Is it really supposed to be this hard? The hidden cost of masking in friendship

Friendship is often portrayed as something that should come naturally. You message back, remember birthdays, make plans and turn up. But for some people, maintaining friendships feels like a full-time job — one that comes with constant guilt, anxiety and the feeling that everyone else has been given a rulebook they somehow missed.
If you’ve ever found yourself staring at a message you desperately want to reply to but somehow never do, or wondering why socialising leaves you completely drained, you might assume you’re simply a bad friend. In reality, there can be many reasons why friendships feel harder than they appear to for other people. For some, those struggles can even become one of the first signs that leads them to explore whether they’re neurodivergent.
One of the most common misunderstandings is around communication. As ADHD coach Polly Downes explains, delayed replies are often interpreted as a lack of interest, when the reality is very different. “Sometimes I’ve really wanted to see someone,” she says. “They’ll say, ‘When are you free?’ I’ll get to my calendar, and then I’m so overwhelmed… I think, ‘Right, I’ll get back to it later,’ and then I’ll just completely forget.”
To the other person, it can look as though the friendship simply isn’t a priority. “For the friend who doesn’t understand… they’ll just think, ‘She’s really flaky. She can’t want to see me that much,'” says Downes.
The gap between intention and action can create enormous guilt. Many people recognise the feeling of leaving a message unanswered for so long that it becomes impossible to send at all. Downes says this comes up repeatedly in her work.
“If a friend doesn’t reply to you, when you can see they’ve read your message… you could go into this whole spiral of, ‘Oh, it must be something I said.’ You’re always thinking, ‘I’ve done something wrong.'” That tendency to ruminate can make even small misunderstandings feel relationship-ending. Instead of assuming a friend is busy, it’s easy to conclude you’ve somehow ruined everything.
For many people, this emotional burden stays invisible. Friends see someone who is inconsistent. They don’t see the hours spent worrying about it afterwards.

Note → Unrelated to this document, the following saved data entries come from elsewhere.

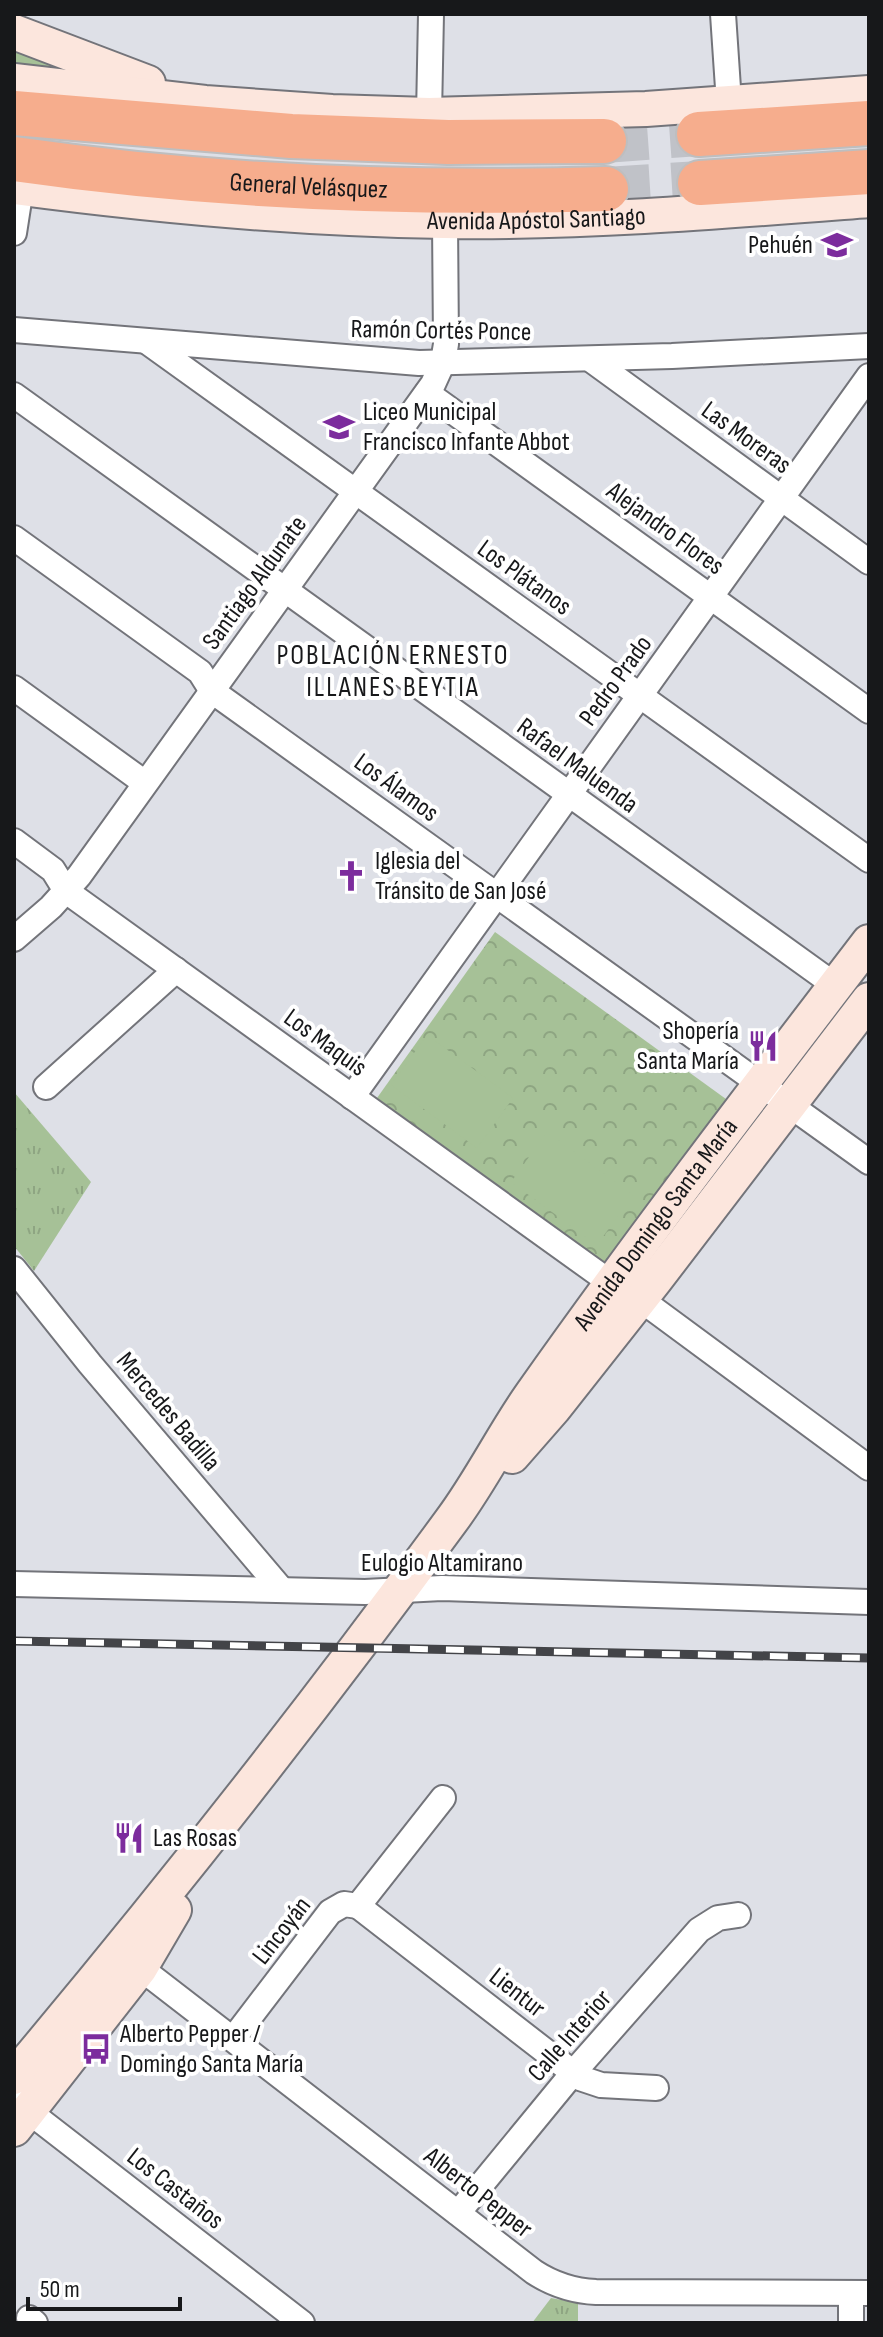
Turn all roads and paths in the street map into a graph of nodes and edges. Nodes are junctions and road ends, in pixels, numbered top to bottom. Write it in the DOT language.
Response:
graph roads {
  1 [pos="431,14"];
  2 [pos="723,14"];
  3 [pos="14,32"];
  4 [pos="14,81"];
  5 [pos="869,93"];
  6 [pos="205,103"];
  7 [pos="729,103"];
  8 [pos="14,113"];
  9 [pos="429,115"];
  10 [pos="869,123"];
  11 [pos="699,134"];
  12 [pos="604,141"];
  13 [pos="869,172"];
  14 [pos="16,178"];
  15 [pos="700,183"];
  16 [pos="606,189"];
  17 [pos="869,200"];
  18 [pos="445,221"];
  19 [pos="14,233"];
  20 [pos="14,330"];
  21 [pos="146,341"];
  22 [pos="869,346"];
  23 [pos="590,359"];
  24 [pos="443,362"];
  25 [pos="869,376"];
  26 [pos="427,393"];
  27 [pos="14,395"];
  28 [pos="861,405"];
  29 [pos="356,491"];
  30 [pos="781,498"];
  31 [pos="14,538"];
  32 [pos="869,562"];
  33 [pos="285,590"];
  34 [pos="711,597"];
  35 [pos="14,688"];
  36 [pos="212,691"];
  37 [pos="640,695"];
  38 [pos="869,711"];
  39 [pos="145,783"];
  40 [pos="569,794"];
  41 [pos="14,841"];
  42 [pos="869,860"];
  43 [pos="66,891"];
  44 [pos="497,895"];
  45 [pos="14,939"];
  46 [pos="869,942"];
  47 [pos="176,970"];
  48 [pos="836,986"];
  49 [pos="869,1000"];
  50 [pos="762,1085"];
  51 [pos="46,1087"];
  52 [pos="352,1097"];
  53 [pos="790,1104"];
  54 [pos="869,1162"];
  55 [pos="14,1269"];
  56 [pos="626,1291"];
  57 [pos="869,1468"];
  58 [pos="14,1584"];
  59 [pos="282,1590"];
  60 [pos="399,1590"];
  61 [pos="869,1602"];
  62 [pos="443,1798"];
  63 [pos="358,1906"];
  64 [pos="738,1915"];
  65 [pos="130,1959"];
  66 [pos="233,2039"];
  67 [pos="573,2073"];
  68 [pos="14,2077"];
  69 [pos="656,2088"];
  70 [pos="19,2113"];
  71 [pos="458,2213"];
  72 [pos="860,2293"];
  73 [pos="302,2323"];
  74 [pos="851,2323"];
  1 -- 9 [label="street"];
  2 -- 7 [label="street"];
  3 -- 6 [label="main road"];
  4 -- 6 [label="main road"];
  5 -- 7 [label="main road"];
  6 -- 9 [label="main road"];
  7 -- 9 [label="main road"];
  8 -- 12 [label="highway, General Velásquez"];
  10 -- 11 [label="highway"];
  13 -- 15 [label="highway"];
  14 -- 16 [label="highway, General Velásquez"];
  14 -- 18 [label="main road, Avenida Apóstol Santiago"];
  14 -- 19 [label="street"];
  17 -- 18 [label="main road, Avenida Apóstol Santiago"];
  18 -- 24 [label="street, Santiago Aldunate"];
  20 -- 21 [label="street, Ramón Cortés Ponce"];
  21 -- 24 [label="street, Ramón Cortés Ponce"];
  21 -- 29 [label="street, Los Plátanos"];
  22 -- 23 [label="street, Ramón Cortés Ponce"];
  23 -- 24 [label="street, Ramón Cortés Ponce"];
  23 -- 30 [label="street, Las Moreras"];
  24 -- 26 [label="street, Santiago Aldunate"];
  25 -- 28 [label="street, Pedro Prado"];
  26 -- 29 [label="street, Santiago Aldunate"];
  26 -- 34 [label="street, Alejandro Flores"];
  27 -- 33 [label="street, Rafael Maluenda"];
  28 -- 30 [label="street, Pedro Prado"];
  29 -- 33 [label="street, Santiago Aldunate"];
  29 -- 37 [label="street, Los Plátanos"];
  30 -- 32 [label="street, Las Moreras"];
  30 -- 34 [label="street, Pedro Prado"];
  31 -- 36 [label="street, Los Álamos"];
  33 -- 36 [label="street, Santiago Aldunate"];
  33 -- 40 [label="street, Rafael Maluenda"];
  34 -- 37 [label="street, Pedro Prado"];
  34 -- 38 [label="street, Alejandro Flores"];
  35 -- 39 [label="street"];
  36 -- 39 [label="street, Santiago Aldunate"];
  36 -- 44 [label="street, Los Álamos"];
  37 -- 40 [label="street, Pedro Prado"];
  37 -- 42 [label="street, Los Plátanos"];
  39 -- 43 [label="street, Santiago Aldunate"];
  40 -- 44 [label="street, Pedro Prado"];
  40 -- 48 [label="street, Rafael Maluenda"];
  41 -- 43 [label="street, Los Maquis"];
  43 -- 45 [label="street, Santiago Aldunate"];
  43 -- 47 [label="street, Los Maquis"];
  44 -- 50 [label="street, Los Álamos"];
  44 -- 52 [label="street, Pedro Prado"];
  46 -- 48 [label="main road, Avenida Domingo Santa María"];
  47 -- 51 [label="street"];
  47 -- 52 [label="street, Los Maquis"];
  48 -- 50 [label="main road, Avenida Domingo Santa María"];
  49 -- 53 [label="main road, Avenida Domingo Santa María"];
  50 -- 53 [label="street, Los Álamos"];
  50 -- 56 [label="main road, Avenida Domingo Santa María"];
  52 -- 56 [label="street, Los Maquis"];
  53 -- 54 [label="street, Los Álamos"];
  53 -- 56 [label="main road, Avenida Domingo Santa María"];
  55 -- 59 [label="street, Mercedes Badilla"];
  56 -- 57 [label="street, Los Maquis"];
  56 -- 60 [label="main road, Avenida Domingo Santa María"];
  58 -- 59 [label="street, Eulogio Altamirano"];
  59 -- 60 [label="street, Eulogio Altamirano"];
  60 -- 61 [label="street, Eulogio Altamirano"];
  60 -- 65 [label="main road, Avenida Domingo Santa María"];
  62 -- 63 [label="street, Lincoyán"];
  63 -- 66 [label="street, Lincoyán"];
  63 -- 67 [label="street, Lientur"];
  64 -- 67 [label="street, Calle Interior"];
  65 -- 66 [label="street, Alberto Pepper"];
  65 -- 68 [label="main road, Avenida Domingo Santa María"];
  65 -- 70 [label="main road, Avenida Domingo Santa María"];
  66 -- 71 [label="street, Alberto Pepper"];
  67 -- 69 [label="street, Lientur"];
  67 -- 71 [label="street, Calle Interior"];
  70 -- 73 [label="street, Los Castaños"];
  71 -- 72 [label="street, Alberto Pepper"];
  72 -- 74 [label="street"];
}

The hard labour of maintaining friendship
Another hidden challenge is the amount of effort some people invest in appearing like the “good friend”. Before she was diagnosed later in life, Sam Brown, author of Focus: The ADHD guide to productivity, had developed countless systems to make sure nobody ever felt forgotten.
“I used to be so good at friendships,” she says. “I would keep lists. Every time somebody mentioned they liked something, that would go on a list. I’d note down when everybody’s birthdays were, what they liked, get the right presents. I would set reminders for myself to send messages to people. I’d keep notes of things they were going through to remind me to ask about them.”
To everyone else, she looked thoughtful and organised. In reality, those systems were doing an enormous amount of work behind the scenes. “When I got to perimenopause… I just couldn’t cope with keeping all of that up, so everything just fell away.”

Are you a social butterfly — or a chameleon?
Looking back, Brown realised she wasn’t just organising friendships – she was masking. “I found that with each friend, I would have a different mask because I’m trying to be what I think they want me to be.”
That meant becoming a slightly different version of herself depending on who she was with. The pressure became especially obvious if different friendship groups met. “That would be a nightmare for me… because they’re going to say, ‘Why is she being like that with them? She’s not like that with me.'”
Masking can make someone appear outgoing, sociable and endlessly accommodating, but it comes at a cost. Eventually, many people reach a point where they can no longer maintain the performance. Brown says that when people begin to unmask, the reaction isn’t always positive.
“So many people are told when they do start to unmask in front of friends, ‘I preferred the version of you before. I preferred it when you were fun. I preferred it when you came out clubbing.'”
For friends, it can feel as though someone has changed. For the person doing the masking, they’re often simply allowing themselves to stop pretending. As Brown puts it, “People can actually mourn for the friend they think they’ve lost. But it’s just you starting to actually allow yourself to be yourself.

Finding a new way forward
Of course, everyone forgets messages or withdraws socially from time to time. Stress, anxiety, burnout and major life changes can all affect our relationships. But if you’ve spent your whole life feeling that friendship requires far more effort than it seems to for everyone else, it may be worth paying attention.
Downes says understanding the reason behind these patterns can make conversations with friends much easier. Rather than apologising endlessly, she encourages people to explain how they communicate.
“I say to friends… if I don’t reply to your text, it’ll just be because I’ve been distracted. Please just send it again, and don’t be offended.”
Sometimes, the strongest friendships aren’t the ones where nobody ever forgets to text back. They’re the ones where there’s enough trust to send the message again, enough honesty to explain what’s really happening, and enough acceptance that nobody has to perform to belong.